Trattativa Stato-mafia: Napolitano costretto a dire la verità su D’Ambrosio

La Corte d’Assise di Palermo ha accolto le richieste del pm Nino Di Matteo e dei colleghi della procura palermitana: Giorgio Napolitano sarà chiamato a testimoniare nel processo sulla trattativa Stato-mafia. In qualità di testimone, e non di imputato, Napolitano sarà dunque costretto a dire la verità sulla vicenda della lettera di Loris D’Ambrosio scritta il 18 giugno 2012. Il consigliere giuridico del Quirinale -drammaticamente scomparso a pochi giorni dallo scoppio delle polemiche che lo avevano coinvolto per il tentativo di sottrarre l’ex ministro Nicola Mancino dalle indagini e dal successivo rinvio a giudizio per la trattativa Stato-mafia– ha lasciato proprio una bella gatta da pelare all’inquilino del Colle.

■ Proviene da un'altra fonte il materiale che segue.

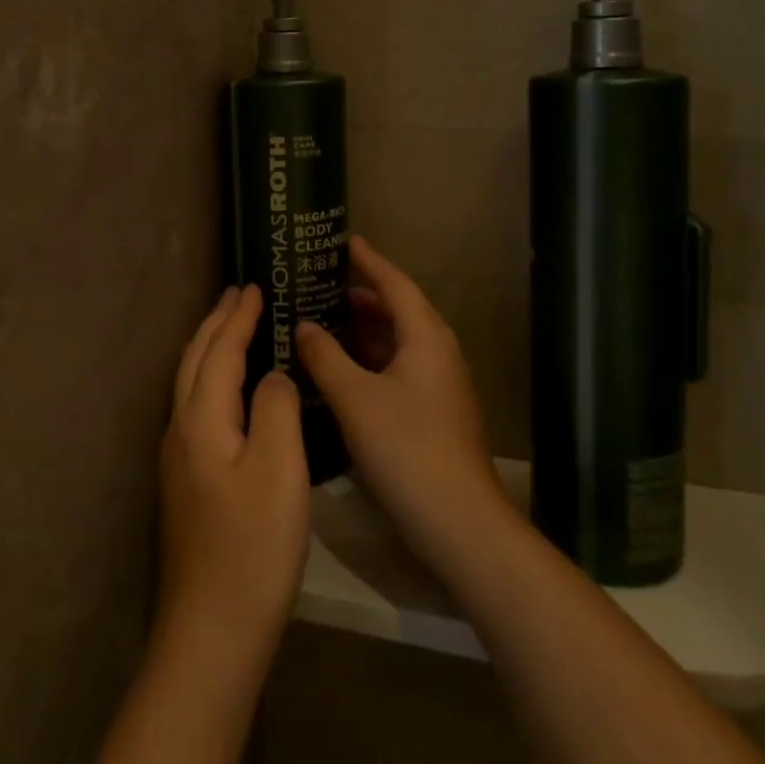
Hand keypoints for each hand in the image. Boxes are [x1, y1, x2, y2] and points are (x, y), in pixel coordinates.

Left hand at [156, 285, 308, 679]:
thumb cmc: (253, 546)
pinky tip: (228, 392)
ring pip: (190, 383)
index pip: (219, 351)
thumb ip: (276, 407)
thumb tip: (272, 375)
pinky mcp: (186, 483)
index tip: (255, 286)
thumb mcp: (280, 469)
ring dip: (210, 347)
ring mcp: (178, 459)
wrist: (211, 632)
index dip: (238, 317)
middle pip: (195, 360)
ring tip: (231, 328)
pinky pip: (196, 405)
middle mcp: (181, 430)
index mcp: (202, 419)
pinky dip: (211, 377)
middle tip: (238, 293)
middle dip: (216, 323)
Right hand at [296, 237, 506, 572]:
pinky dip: (371, 361)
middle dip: (364, 297)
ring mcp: (440, 385)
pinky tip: (342, 373)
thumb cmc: (407, 448)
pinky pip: (399, 369)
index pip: (395, 284)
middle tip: (324, 287)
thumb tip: (304, 326)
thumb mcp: (355, 398)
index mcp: (425, 337)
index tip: (346, 241)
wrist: (460, 522)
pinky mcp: (435, 413)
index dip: (369, 261)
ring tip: (326, 324)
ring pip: (399, 343)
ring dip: (365, 332)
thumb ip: (325, 357)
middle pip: (399, 311)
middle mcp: (438, 353)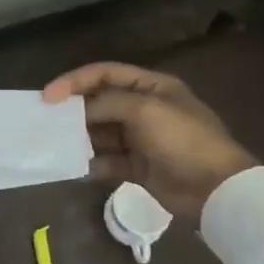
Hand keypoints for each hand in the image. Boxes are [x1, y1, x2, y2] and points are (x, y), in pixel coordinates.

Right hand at [42, 62, 255, 218]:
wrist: (216, 190)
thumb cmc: (183, 140)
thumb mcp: (144, 111)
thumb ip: (106, 103)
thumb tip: (76, 110)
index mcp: (152, 86)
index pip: (105, 74)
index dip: (74, 81)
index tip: (48, 97)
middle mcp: (144, 108)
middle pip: (100, 102)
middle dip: (74, 110)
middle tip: (47, 121)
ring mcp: (142, 139)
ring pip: (101, 132)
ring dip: (80, 137)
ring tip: (57, 144)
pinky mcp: (139, 167)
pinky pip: (108, 160)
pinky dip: (92, 163)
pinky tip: (77, 167)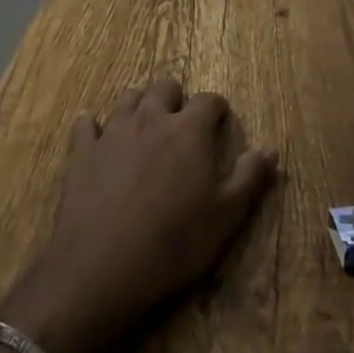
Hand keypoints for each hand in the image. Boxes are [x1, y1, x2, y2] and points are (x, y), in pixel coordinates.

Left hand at [0, 79, 277, 352]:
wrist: (103, 266)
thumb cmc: (174, 242)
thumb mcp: (226, 217)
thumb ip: (250, 178)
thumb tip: (271, 149)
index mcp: (189, 129)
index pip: (209, 100)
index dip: (216, 110)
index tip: (218, 125)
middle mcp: (152, 117)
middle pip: (165, 86)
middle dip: (175, 99)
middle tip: (179, 125)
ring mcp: (114, 130)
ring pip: (128, 98)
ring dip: (139, 106)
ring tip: (143, 128)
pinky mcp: (83, 151)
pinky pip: (86, 124)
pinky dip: (93, 128)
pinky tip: (97, 140)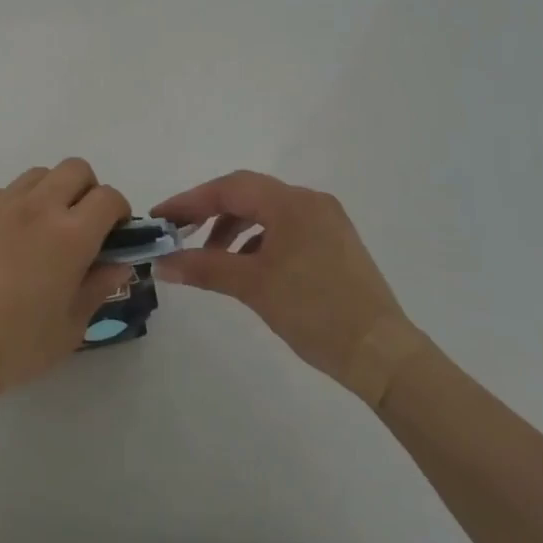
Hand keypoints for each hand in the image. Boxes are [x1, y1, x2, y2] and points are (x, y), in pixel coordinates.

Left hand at [0, 158, 132, 405]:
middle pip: (75, 169)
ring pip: (35, 176)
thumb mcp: (70, 328)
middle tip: (78, 226)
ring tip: (36, 234)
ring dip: (48, 195)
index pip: (108, 198)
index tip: (112, 234)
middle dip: (86, 190)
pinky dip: (9, 211)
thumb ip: (98, 287)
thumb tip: (118, 263)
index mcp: (69, 235)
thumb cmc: (13, 347)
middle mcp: (35, 207)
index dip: (118, 212)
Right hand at [151, 171, 403, 382]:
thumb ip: (204, 267)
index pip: (229, 188)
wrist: (382, 354)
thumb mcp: (253, 287)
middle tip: (179, 233)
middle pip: (248, 194)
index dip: (190, 201)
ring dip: (234, 228)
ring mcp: (327, 222)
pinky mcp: (336, 244)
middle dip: (210, 212)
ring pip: (267, 212)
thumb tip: (161, 263)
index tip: (160, 217)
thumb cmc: (315, 311)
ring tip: (211, 257)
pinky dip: (259, 241)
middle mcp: (310, 201)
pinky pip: (286, 229)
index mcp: (292, 203)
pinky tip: (247, 266)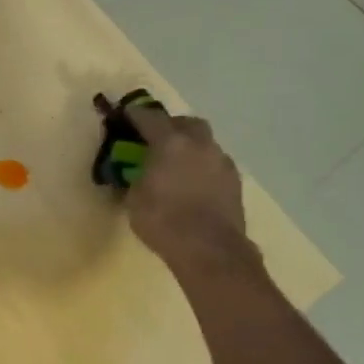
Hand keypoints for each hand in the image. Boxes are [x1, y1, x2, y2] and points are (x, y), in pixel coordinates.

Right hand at [125, 105, 249, 268]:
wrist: (210, 250)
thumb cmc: (164, 222)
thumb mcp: (135, 201)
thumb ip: (136, 179)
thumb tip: (139, 175)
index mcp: (171, 143)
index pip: (150, 118)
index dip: (136, 114)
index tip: (128, 113)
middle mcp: (200, 144)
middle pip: (186, 123)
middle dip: (172, 126)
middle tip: (158, 139)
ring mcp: (222, 162)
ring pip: (205, 144)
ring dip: (191, 148)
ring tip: (178, 166)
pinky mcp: (235, 182)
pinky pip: (215, 165)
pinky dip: (203, 168)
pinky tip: (195, 185)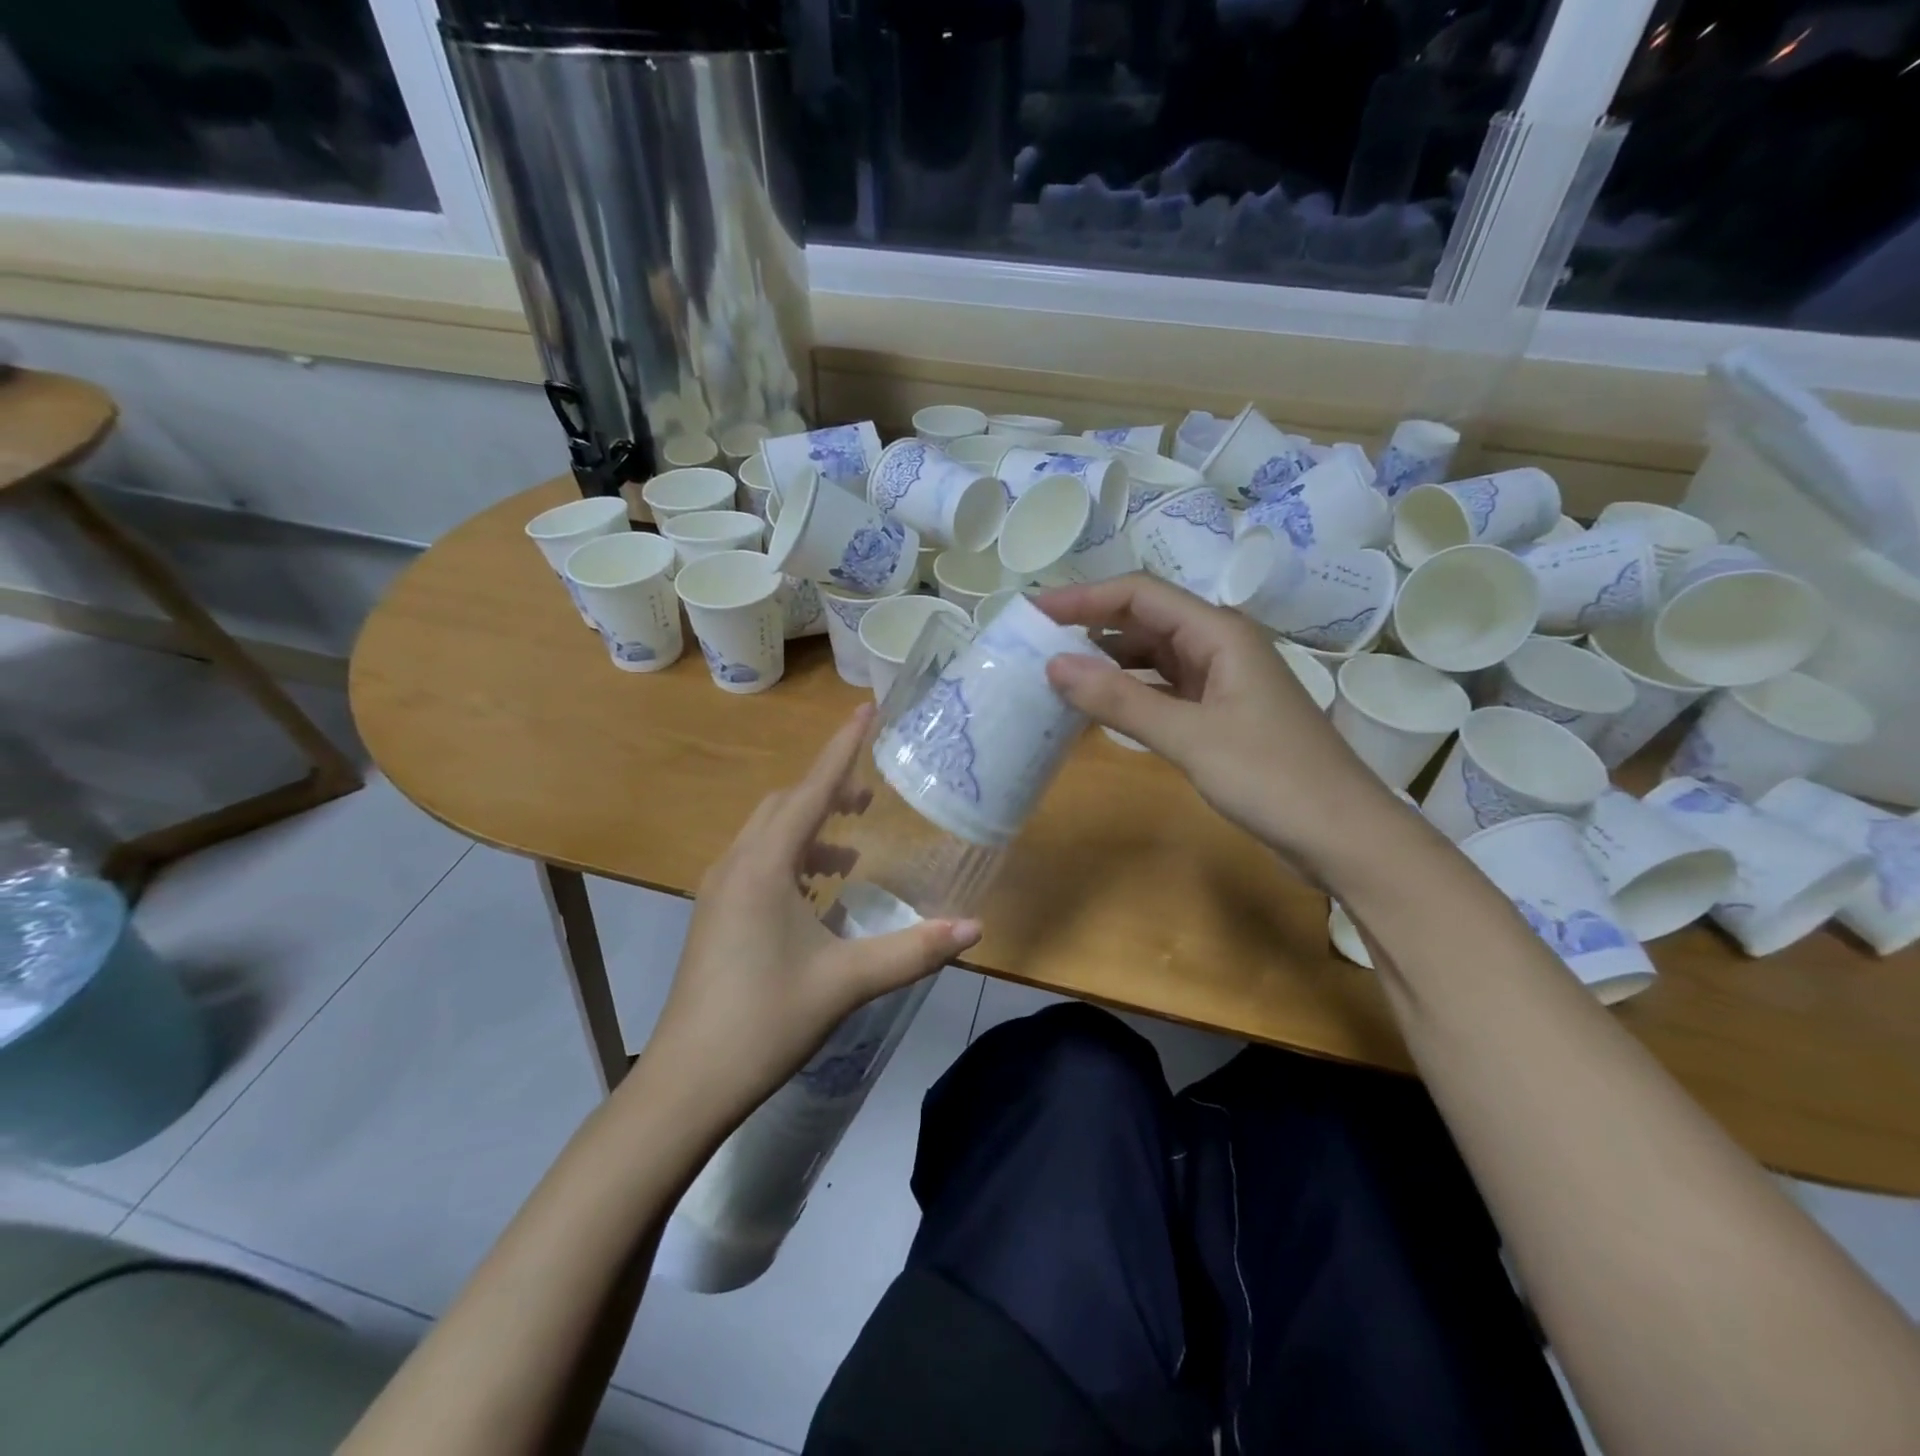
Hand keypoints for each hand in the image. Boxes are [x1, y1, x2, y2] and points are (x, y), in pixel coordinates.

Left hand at [646, 706, 981, 1124]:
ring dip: (809, 829)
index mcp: (764, 865)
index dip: (842, 748)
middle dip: (829, 791)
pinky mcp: (714, 915)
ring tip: (851, 850)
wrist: (688, 1081)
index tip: (866, 710)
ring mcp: (718, 890)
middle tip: (871, 799)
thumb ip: (913, 950)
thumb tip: (975, 927)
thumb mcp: (847, 981)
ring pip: (768, 834)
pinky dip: (791, 858)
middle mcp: (736, 864)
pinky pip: (757, 862)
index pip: (812, 790)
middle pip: (786, 805)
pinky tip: (817, 894)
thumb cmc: (766, 1019)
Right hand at [1038, 574, 1400, 874]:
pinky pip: (1165, 687)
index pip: (1140, 594)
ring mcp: (1222, 679)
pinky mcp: (1221, 712)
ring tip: (1058, 671)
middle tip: (1036, 642)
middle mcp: (1220, 644)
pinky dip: (1131, 690)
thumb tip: (1054, 665)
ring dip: (1109, 658)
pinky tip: (1101, 705)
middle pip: (1146, 618)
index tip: (1034, 612)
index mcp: (1219, 633)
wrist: (1342, 835)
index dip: (1084, 597)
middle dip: (1092, 625)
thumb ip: (1120, 700)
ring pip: (1154, 654)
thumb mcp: (1189, 737)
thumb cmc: (1272, 778)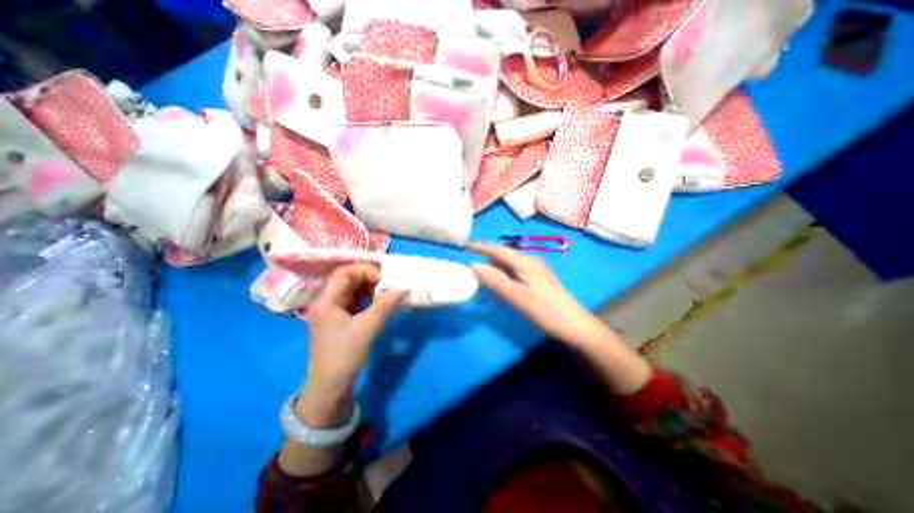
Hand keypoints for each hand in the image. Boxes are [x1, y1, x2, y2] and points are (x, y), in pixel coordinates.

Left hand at [299, 265, 403, 428]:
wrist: (330, 388)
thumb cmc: (344, 356)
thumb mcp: (367, 328)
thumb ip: (385, 305)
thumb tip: (404, 287)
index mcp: (325, 300)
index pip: (344, 272)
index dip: (365, 270)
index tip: (385, 279)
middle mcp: (326, 301)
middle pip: (348, 279)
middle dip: (369, 278)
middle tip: (389, 284)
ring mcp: (332, 311)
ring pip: (352, 290)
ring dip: (370, 289)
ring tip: (387, 292)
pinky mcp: (339, 320)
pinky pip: (355, 301)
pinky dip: (368, 299)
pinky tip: (380, 303)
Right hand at [467, 243, 653, 394]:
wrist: (574, 325)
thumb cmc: (545, 310)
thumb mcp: (517, 296)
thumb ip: (495, 280)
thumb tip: (474, 265)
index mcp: (526, 262)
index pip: (499, 250)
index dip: (482, 247)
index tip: (466, 246)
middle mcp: (531, 261)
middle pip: (505, 254)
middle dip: (488, 254)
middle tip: (471, 259)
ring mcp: (537, 270)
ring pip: (511, 262)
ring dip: (496, 263)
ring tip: (482, 269)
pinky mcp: (539, 279)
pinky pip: (516, 269)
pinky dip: (504, 271)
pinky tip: (501, 279)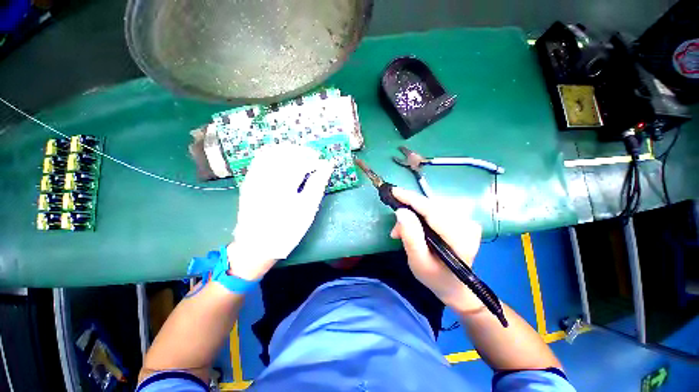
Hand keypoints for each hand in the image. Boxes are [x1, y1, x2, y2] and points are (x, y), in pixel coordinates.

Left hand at [228, 144, 332, 280]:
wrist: (256, 245)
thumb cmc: (287, 229)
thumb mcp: (307, 210)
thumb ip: (317, 185)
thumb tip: (327, 166)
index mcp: (283, 184)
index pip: (301, 162)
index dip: (315, 160)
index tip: (324, 164)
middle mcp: (266, 176)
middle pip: (285, 152)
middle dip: (302, 152)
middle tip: (314, 158)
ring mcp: (254, 177)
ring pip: (271, 152)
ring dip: (288, 151)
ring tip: (300, 157)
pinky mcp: (249, 181)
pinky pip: (260, 159)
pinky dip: (274, 155)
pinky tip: (283, 162)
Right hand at [389, 187, 483, 312]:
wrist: (455, 286)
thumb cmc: (435, 277)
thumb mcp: (418, 261)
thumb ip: (410, 236)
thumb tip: (400, 211)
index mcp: (460, 239)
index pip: (433, 211)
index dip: (412, 199)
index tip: (393, 191)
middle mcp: (467, 225)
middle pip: (431, 207)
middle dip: (409, 211)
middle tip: (395, 229)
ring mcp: (466, 221)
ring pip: (431, 207)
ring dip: (413, 214)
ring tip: (401, 232)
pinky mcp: (462, 219)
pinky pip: (435, 210)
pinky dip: (420, 215)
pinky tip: (413, 227)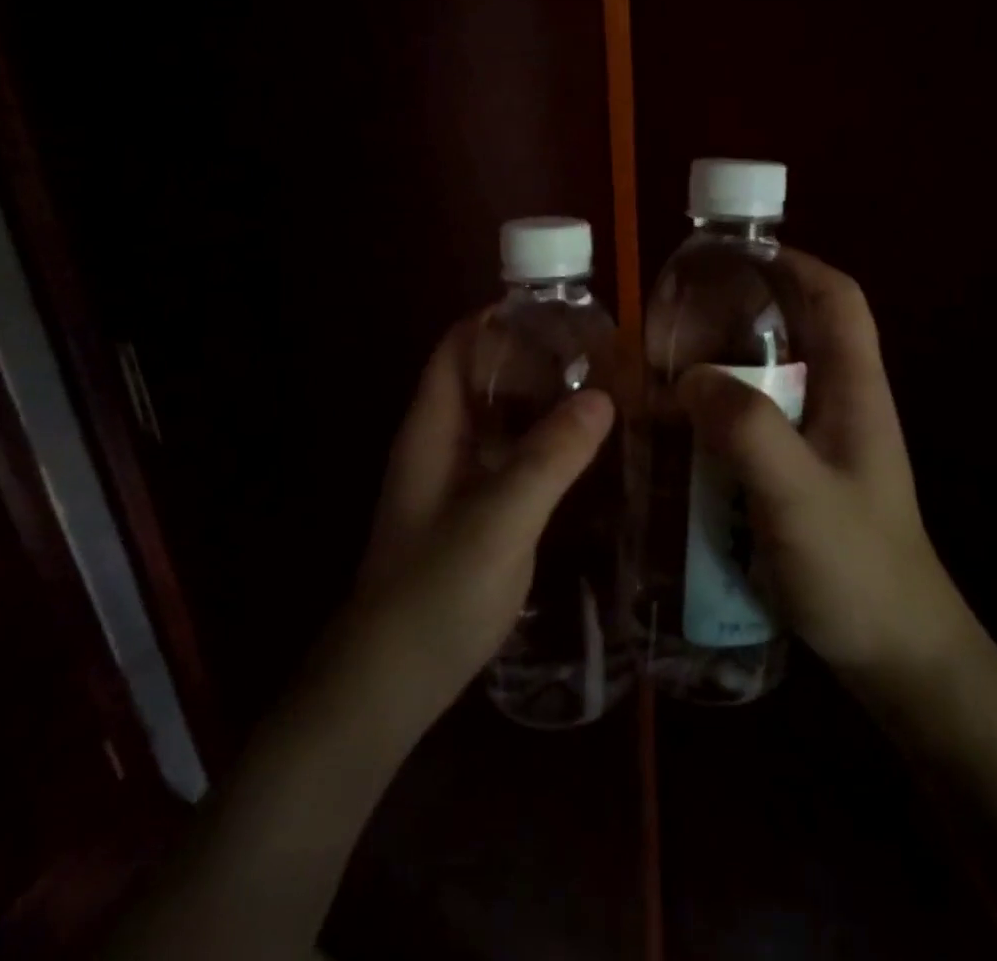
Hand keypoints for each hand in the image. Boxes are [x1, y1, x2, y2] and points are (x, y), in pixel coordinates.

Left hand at [338, 317, 615, 730]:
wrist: (390, 685)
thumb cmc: (434, 595)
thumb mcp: (499, 521)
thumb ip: (550, 458)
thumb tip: (604, 397)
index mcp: (432, 429)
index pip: (458, 348)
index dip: (499, 320)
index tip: (559, 310)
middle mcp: (442, 444)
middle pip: (484, 378)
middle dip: (535, 358)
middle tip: (600, 351)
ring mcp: (459, 481)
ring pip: (503, 419)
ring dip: (545, 401)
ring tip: (606, 389)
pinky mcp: (477, 513)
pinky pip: (514, 458)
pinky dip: (547, 443)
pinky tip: (590, 451)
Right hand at [677, 250, 973, 684]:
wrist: (896, 656)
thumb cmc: (857, 570)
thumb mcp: (798, 498)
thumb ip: (748, 432)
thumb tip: (690, 376)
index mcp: (855, 389)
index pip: (838, 297)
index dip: (793, 262)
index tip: (733, 257)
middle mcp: (840, 402)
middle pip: (795, 331)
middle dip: (738, 315)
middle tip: (675, 321)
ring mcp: (821, 440)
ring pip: (769, 378)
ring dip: (721, 368)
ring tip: (663, 370)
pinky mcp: (800, 472)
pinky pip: (754, 423)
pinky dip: (718, 414)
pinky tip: (680, 432)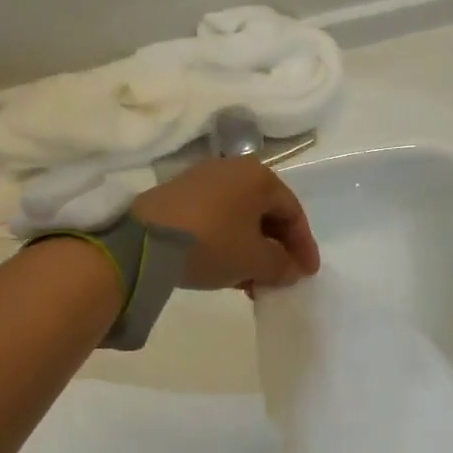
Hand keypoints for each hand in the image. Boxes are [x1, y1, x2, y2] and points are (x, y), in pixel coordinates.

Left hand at [131, 158, 320, 291]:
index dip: (303, 246)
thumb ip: (281, 265)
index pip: (293, 212)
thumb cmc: (212, 243)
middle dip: (276, 249)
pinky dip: (229, 243)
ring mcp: (203, 180)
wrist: (144, 240)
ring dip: (252, 250)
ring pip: (240, 218)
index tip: (307, 274)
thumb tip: (290, 269)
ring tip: (252, 282)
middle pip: (266, 213)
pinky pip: (217, 219)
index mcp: (259, 177)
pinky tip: (226, 270)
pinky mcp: (179, 195)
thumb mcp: (254, 260)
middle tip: (280, 278)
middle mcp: (233, 170)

A questo proposito, siamo certi che il presidente starà già provando e riprovando la parte che dovrà recitare quando la Corte d’Assise si trasferirà armi e bagagli, come da norma di legge, nelle sacre stanze quirinalizie per ascoltare la sua versione. Tutto l’interesse dei magistrati ruoterà intorno al timore manifestato da d’Ambrosio “di essere stato considerato solo un ingenuo e utile scriba di cose utili a fungere da scudo per indicibili accordi”. Napolitano dovrà spiegare se le paure del suo consigliere fossero fondate e che cosa fossero, in pratica, gli indicibili accordi a cui si riferiva D’Ambrosio. Bisognerà “costruire” una Verità processualmente credibile, anche se non sarà facile negare l’evidenza che il riferimento del consigliere è al periodo 1989-93, proprio gli anni della Trattativa.

Una vera fortuna, comunque, per il presidente doversi concentrare solo sul significato occulto della lettera di d’Ambrosio. Le scottanti telefonate con l’amico Mancino, infatti, non saranno argomento della chiacchierata con i giudici perché coperte (e distrutte) dalla sentenza pro-Quirinale del gennaio scorso della Corte Costituzionale. Anche se il campo di azione della testimonianza presidenziale sarà molto ridotto, al Quirinale sono ben consapevoli della portata destabilizzatrice dell’affaire D’Ambrosio. È per questo che per ora lo staff di Napolitano si nasconde dietro un imbarazzato messaggio di circostanza: “Si è in attesa di conoscere il testo integrale dell’ordinanza di ammissione della testimonianza adottata dalla Corte di Assise di Palermo per valutarla nel massimo rispetto istituzionale”.

 

Un’attesa destinata a risolversi con la chiamata a testimoniare visto che, se la si giudica in punta di diritto, la richiesta di Di Matteo & co. risulta impeccabile. Ad affermarlo è il giurista Gianluigi Pellegrino, insospettabile di intellighentia con i nemici del Colle (i pm di Palermo) perché già difensore a spada tratta del diritto di Napolitano di chiedere la distruzione dei nastri con le telefonate di Mancino. Pellegrino trova “gravissime” le affermazioni del ministro della Giustizia che ha parlato di “decisione inusuale”. Il riferimento è alle improvvide parole di Anna Maria Cancellieri che ha accolto con “perplessità” una decisione che invece ha solide basi nell’art. 205 del codice di procedura penale. Altro corazziere quirinalizio volontario è il solito Luciano Violante. L’esponente Pd, favorevole ad un lasciapassare giudiziario per Berlusconi, ha definito “originale” la decisione dei giudici di Palermo, certificando così in pieno la bontà della chiamata in causa di Napolitano nel processo sulla trattativa Stato-mafia.

Ma al Colle non mancano certo altri difensori di ufficio. È Massimo Franco sul Corriere della Sera a offrire il petto in difesa di Re Giorgio. “La testimonianza richiesta alla prima carica dello Stato e al suo supplente –scrive Franco– se anche non è una forzatura in punto di diritto, suona poco comprensibile dal punto di vista istituzionale”. Dove per “supplente” si intende l’ex capo della Dda e attuale presidente del Senato Pietro Grasso, anche lui chiamato sul banco dei testimoni per spiegare le pressioni subite al fine di “salvare” Mancino attraverso una avocazione delle indagini di Palermo. Il corsivista del quotidiano dei poteri forti sente puzza di golpe, tralasciando però di spiegare le minacce e le lettere del corvo arrivate nella procura siciliana, e omettendo del tutto di approfondire i motivi che hanno portato la prima carica dello Stato a sollevare persino un conflitto di attribuzione con i magistrati di Palermo, dando la netta sensazione agli italiani di voler coprire qualcuno e di voler nascondere la verità storica sulla trattativa Stato-mafia. Toccherà ai giudici stabilire almeno una verità processuale.